:: What you are asked to do ::
Go through the data and say how many lines include the string "Jeongmongju"; return only the figure.

Dataset entries
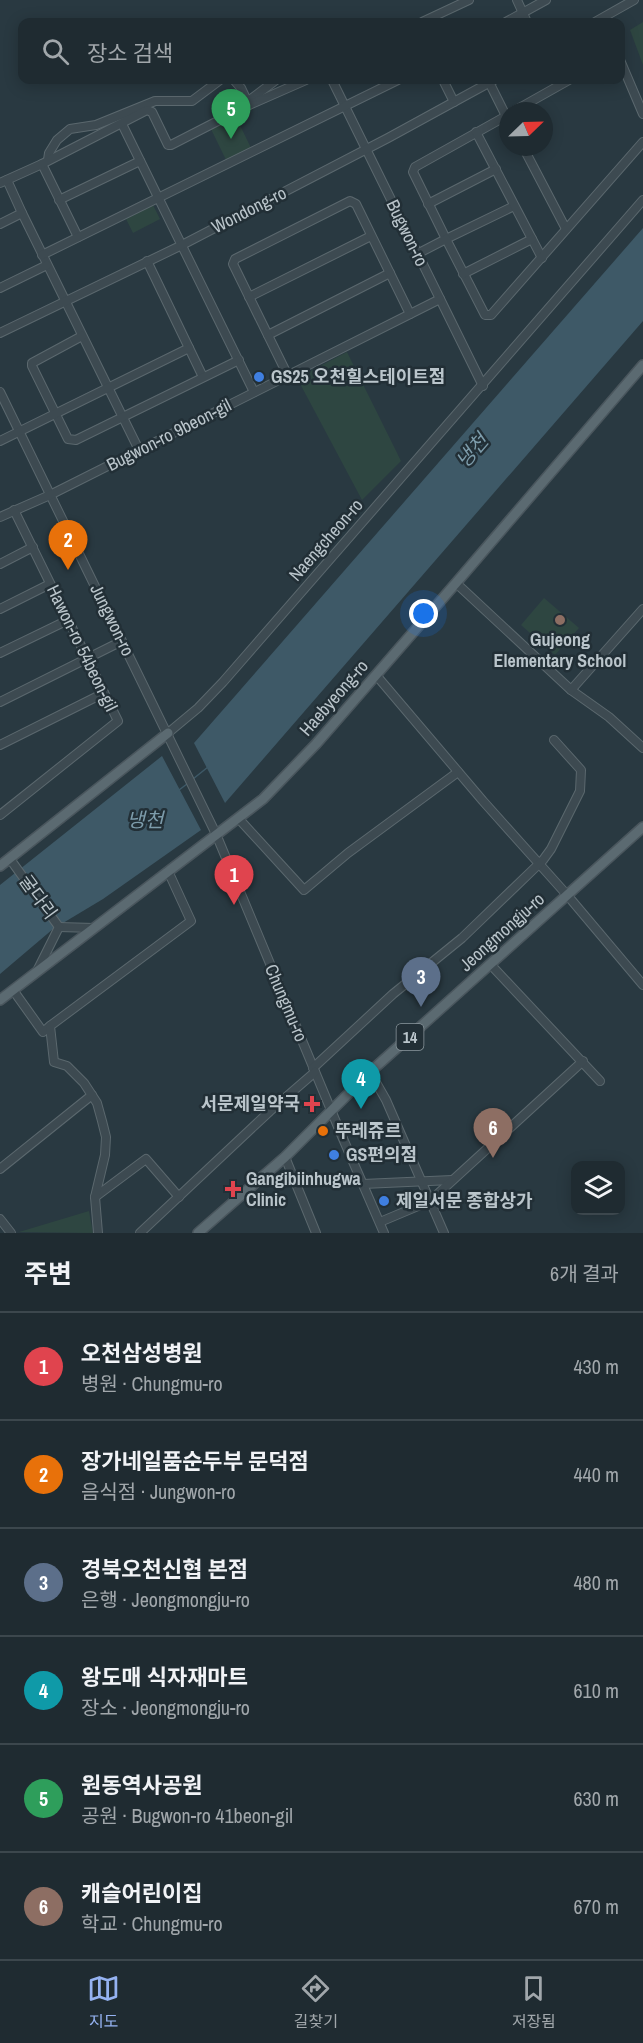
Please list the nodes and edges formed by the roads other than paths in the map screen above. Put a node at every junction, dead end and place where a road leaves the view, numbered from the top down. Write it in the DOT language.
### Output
graph roads {
  1 [pos="469,0"];
  2 [pos="517,0"];
  3 [pos="546,0"];
  4 [pos="634,0"];
  5 [pos="623,3"];
  6 [pos="451,4"];
  7 [pos="523,13"];
  8 [pos="428,18"];
  9 [pos="514,18"];
  10 [pos="525,18"];
  11 [pos="605,18"];
  12 [pos="625,70"];
  13 [pos="215,84"];
  14 [pos="238,84"];
  15 [pos="271,84"];
  16 [pos="296,84"];
  17 [pos="334,84"];
  18 [pos="390,84"];
  19 [pos="445,84"];
  20 [pos="486,84"];
  21 [pos="492,84"];
  22 [pos="562,84"];
  23 [pos="454,102"];
  24 [pos="501,102"];
  25 [pos="530,102"];
  26 [pos="248,104"];
  27 [pos="345,106"];
  28 [pos="643,114"];
  29 [pos="499,120"];
  30 [pos="122,124"];
  31 [pos="476,132"];
  32 [pos="643,142"];
  33 [pos="366,150"];
  34 [pos="528,156"];
  35 [pos="140,161"];
  36 [pos="45,162"];
  37 [pos="496,170"];
  38 [pos="3,181"];
  39 [pos="159,199"];
  40 [pos="59,200"];
  41 [pos="643,200"];
  42 [pos="428,204"];
  43 [pos="514,206"];
  44 [pos="22,213"];
  45 [pos="0,224"];
  46 [pos="566,229"];
  47 [pos="371,236"];
  48 [pos="78,237"];
  49 [pos="446,239"];
  50 [pos="532,239"];
  51 [pos="182,244"];
  52 [pos="417,254"];
  53 [pos="42,255"];
  54 [pos="542,258"];
  55 [pos="147,261"];
  56 [pos="47,265"];
  57 [pos="390,273"];
  58 [pos="463,274"];
  59 [pos="0,288"];
  60 [pos="249,297"];
  61 [pos="440,299"];
  62 [pos="65,302"];
  63 [pos="410,314"];
  64 [pos="0,333"];
  65 [pos="268,335"];
  66 [pos="82,336"];
  67 [pos="189,348"];
  68 [pos="239,360"];
  69 [pos="643,365"];
  70 [pos="288,376"];
  71 [pos="203,377"];
  72 [pos="483,386"];
  73 [pos="108,388"];
  74 [pos="0,392"];
  75 [pos="254,392"];
  76 [pos="56,414"];
  77 [pos="123,418"];
  78 [pos="20,432"];
  79 [pos="0,441"];
  80 [pos="139,450"];
  81 [pos="50,495"];
  82 [pos="15,510"];
  83 [pos="0,517"];
  84 [pos="33,548"];
  85 [pos="0,564"];
  86 [pos="50,584"];
  87 [pos="456,584"];
  88 [pos="0,609"];
  89 [pos="643,609"];
  90 [pos="68,620"];
  91 [pos="123,641"];
  92 [pos="0,653"];
  93 [pos="87,659"];
  94 [pos="376,675"];
  95 [pos="571,690"];
  96 [pos="104,693"];
  97 [pos="0,702"];
  98 [pos="168,734"];
  99 [pos="554,741"];
  100 [pos="0,745"];
  101 [pos="643,748"];
  102 [pos="458,772"];
  103 [pos="0,815"];
  104 [pos="239,819"];
  105 [pos="210,822"];
  106 [pos="643,827"];
  107 [pos="216,834"];
  108 [pos="10,859"];
  109 [pos="539,864"];
  110 [pos="0,866"];
  111 [pos="168,871"];
  112 [pos="567,896"];
  113 [pos="59,927"];
  114 [pos="94,928"];
  115 [pos="491,965"];
  116 [pos="37,972"];
  117 [pos="643,985"];
  118 [pos="13,990"];
  119 [pos="0,1000"];
  120 [pos="50,1026"];
  121 [pos="582,1061"];
  122 [pos="314,1070"];
  123 [pos="370,1072"];
  124 [pos="600,1081"];
  125 [pos="92,1095"];
  126 [pos="331,1110"];
  127 [pos="285,1157"];
  128 [pos="0,1169"];
  129 [pos="452,1180"];
  130 [pos="421,1182"];
  131 [pos="363,1184"];
  132 [pos="95,1197"];
  133 [pos="179,1197"];
  134 [pos="430,1201"];
  135 [pos="0,1219"];
  136 [pos="380,1222"];
  137 [pos="11,1233"];
  138 [pos="98,1233"];
  139 [pos="140,1233"];
  140 [pos="198,1233"];
  141 [pos="315,1233"];
  142 [pos="384,1233"];
  143 [pos="444,1233"];
  1 -- 6 [label="street"];
  2 -- 7 [label="street"];
  3 -- 7 [label="street"];
  4 -- 5 [label="street"];
  5 -- 11 [label="street"];
  6 -- 8 [label="street"];
  7 -- 9 [label="street"];
  7 -- 10 [label="street"];
  12 -- 28 [label="street"];
  13 -- 36 [label="street"];
  14 -- 26 [label="street"];
  15 -- 26 [label="street"];
  16 -- 26 [label="street"];
  17 -- 27 [label="street, Bugwon-ro"];
  18 -- 27 [label="street"];
  19 -- 23 [label="street"];
  20 -- 23 [label="street, Wondong-ro"];
  21 -- 24 [label="street"];
  22 -- 25 [label="street"];
  23 -- 33 [label="street, Wondong-ro"];
  26 -- 30 [label="street"];
  27 -- 33 [label="street, Bugwon-ro"];
  27 -- 39 [label="street"];
  29 -- 31 [label="street"];
  30 -- 35 [label="street"];
  30 -- 36 [label="street"];
  31 -- 37 [label="street"];
  31 -- 42 [label="street"];
  32 -- 46 [label="street"];
  33 -- 51 [label="street, Wondong-ro"];
  33 -- 52 [label="street, Bugwon-ro"];
  34 -- 46 [label="street"];
  35 -- 39 [label="street"];
  35 -- 40 [label="street"];
  36 -- 38 [label="street"];
  36 -- 40 [label="street"];
  37 -- 42 [label="street"];
  37 -- 43 [label="street"];
  38 -- 44 [label="street"];
  39 -- 48 [label="street"];
  39 -- 51 [label="street"];
  40 -- 48 [label="street"];
  41 -- 72 [label="street, Naengcheon-ro"];
  42 -- 49 [label="street"];
  43 -- 49 [label="street"];
  43 -- 50 [label="street"];
  44 -- 45 [label="street"];
  44 -- 53 [label="street"];
  46 -- 54 [label="street"];
  47 -- 57 [label="street"];
  47 -- 60 [label="street"];
  47 -- 60 [label="street"];
  48 -- 53 [label="street"];
  49 -- 52 [label="street"];
  49 -- 58 [label="street"];
  50 -- 54 [label="street"];
  50 -- 58 [label="street"];
  51 -- 55 [label="street, Wondong-ro"];
  51 -- 68 [label="street"];
  52 -- 61 [label="street, Bugwon-ro"];
  53 -- 56 [label="street"];
  54 -- 58 [label="street"];
  55 -- 62 [label="street, Wondong-ro"];
  55 -- 67 [label="street"];
  56 -- 59 [label="street"];
  56 -- 62 [label="street"];
  57 -- 63 [label="street"];
  57 -- 65 [label="street"];
  60 -- 65 [label="street"];
  61 -- 63 [label="street, Bugwon-ro 9beon-gil"];
  61 -- 72 [label="street, Bugwon-ro"];
  62 -- 64 [label="street, Wondong-ro"];
  62 -- 66 [label="street"];
  63 -- 70 [label="street, Bugwon-ro 9beon-gil"];
  65 -- 70 [label="street"];
  66 -- 73 [label="street"];
  66 -- 76 [label="street"];
  67 -- 71 [label="street"];
  67 -- 73 [label="street"];
  68 -- 71 [label="street"];
  68 -- 75 [label="street"];
  69 -- 87 [label="main road, Haebyeong-ro"];
  70 -- 75 [label="street, Bugwon-ro 9beon-gil"];
  71 -- 77 [label="street"];
  72 -- 98 [label="street, Naengcheon-ro"];
  73 -- 76 [label="street"];
  73 -- 77 [label="street"];
  74 -- 78 [label="street, Jungwon-ro"];
  75 -- 80 [label="street, Bugwon-ro 9beon-gil"];
  76 -- 77 [label="street"];
  76 -- 78 [label="street"];
  77 -- 80 [label="street"];
  78 -- 79 [label="street"];
  78 -- 81 [label="street, Jungwon-ro"];
  80 -- 81 [label="street, Bugwon-ro 9beon-gil"];
  81 -- 82 [label="street, Bugwon-ro 9beon-gil"];
  81 -- 91 [label="street, Jungwon-ro"];
  82 -- 83 [label="street, Bugwon-ro 9beon-gil"];
  82 -- 84 [label="street, Hawon-ro 54beon-gil"];
  84 -- 85 [label="street"];
  84 -- 86 [label="street, Hawon-ro 54beon-gil"];
  86 -- 88 [label="street"];
  86 -- 90 [label="street, Hawon-ro 54beon-gil"];
  87 -- 94 [label="main road, Haebyeong-ro"];
  87 -- 95 [label="street"];
  89 -- 95 [label="street"];
  90 -- 92 [label="street"];
  90 -- 93 [label="street, Hawon-ro 54beon-gil"];
  91 -- 93 [label="street"];
  91 -- 98 [label="street, Jungwon-ro"];
  93 -- 96 [label="street, Hawon-ro 54beon-gil"];
  93 -- 97 [label="street"];
  94 -- 102 [label="street"];
  94 -- 104 [label="main road, Haebyeong-ro"];
  95 -- 101 [label="street"];
  96 -- 100 [label="street"];
  96 -- 103 [label="street, Hawon-ro 54beon-gil"];
  98 -- 105 [label="street, Jungwon-ro"];
  98 -- 108 [label="main road, Naengcheon-ro"];
  99 -- 109 [label="street"];
  102 -- 104 [label="street"];
  102 -- 109 [label="street"];
  104 -- 107 [label="main road, Haebyeong-ro"];
  105 -- 107 [label="street, Chungmu-ro"];
  106 -- 112 [label="main road, Jeongmongju-ro / 14"];
  107 -- 111 [label="main road, Haebyeong-ro"];
  107 -- 122 [label="street, Chungmu-ro"];
  108 -- 110 [label="main road, Naengcheon-ro"];
  108 -- 113 [label="street, 굴다리"];
  109 -- 112 [label="street"];
  109 -- 122 [label="street"];
  111 -- 114 [label="main road, Haebyeong-ro"];
  111 -- 120 [label="street"];
  112 -- 115 [label="main road, Jeongmongju-ro / 14"];
  112 -- 117 [label="street"];
  113 -- 114 [label="street"];
  113 -- 116 [label="street"];
  114 -- 116 [label="main road, Haebyeong-ro"];
  115 -- 121 [label="street"];
  115 -- 123 [label="main road, Jeongmongju-ro / 14"];
  116 -- 118 [label="main road, Haebyeong-ro"];
  118 -- 119 [label="main road, Haebyeong-ro"];
  118 -- 120 [label="street"];
  120 -- 125 [label="street"];
  121 -- 124 [label="street"];
  121 -- 129 [label="street"];
  122 -- 126 [label="street, Chungmu-ro"];
  122 -- 133 [label="street"];
  123 -- 126 [label="main road, Jeongmongju-ro / 14"];
  123 -- 130 [label="street"];
  125 -- 128 [label="street"];
  125 -- 132 [label="street"];
  126 -- 127 [label="main road, Jeongmongju-ro / 14"];
  126 -- 131 [label="street, Chungmu-ro"];
  127 -- 140 [label="main road, Jeongmongju-ro / 14"];
  127 -- 141 [label="street"];
  129 -- 130 [label="street"];
  129 -- 134 [label="street"];
  130 -- 131 [label="street"];
  130 -- 134 [label="street"];
  131 -- 136 [label="street, Chungmu-ro"];
  132 -- 133 [label="street"];
  132 -- 138 [label="street"];
  133 -- 139 [label="street"];
  134 -- 136 [label="street"];
  134 -- 143 [label="street"];
  135 -- 137 [label="street"];
  136 -- 142 [label="street, Chungmu-ro"];
}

:: The completed task ::
6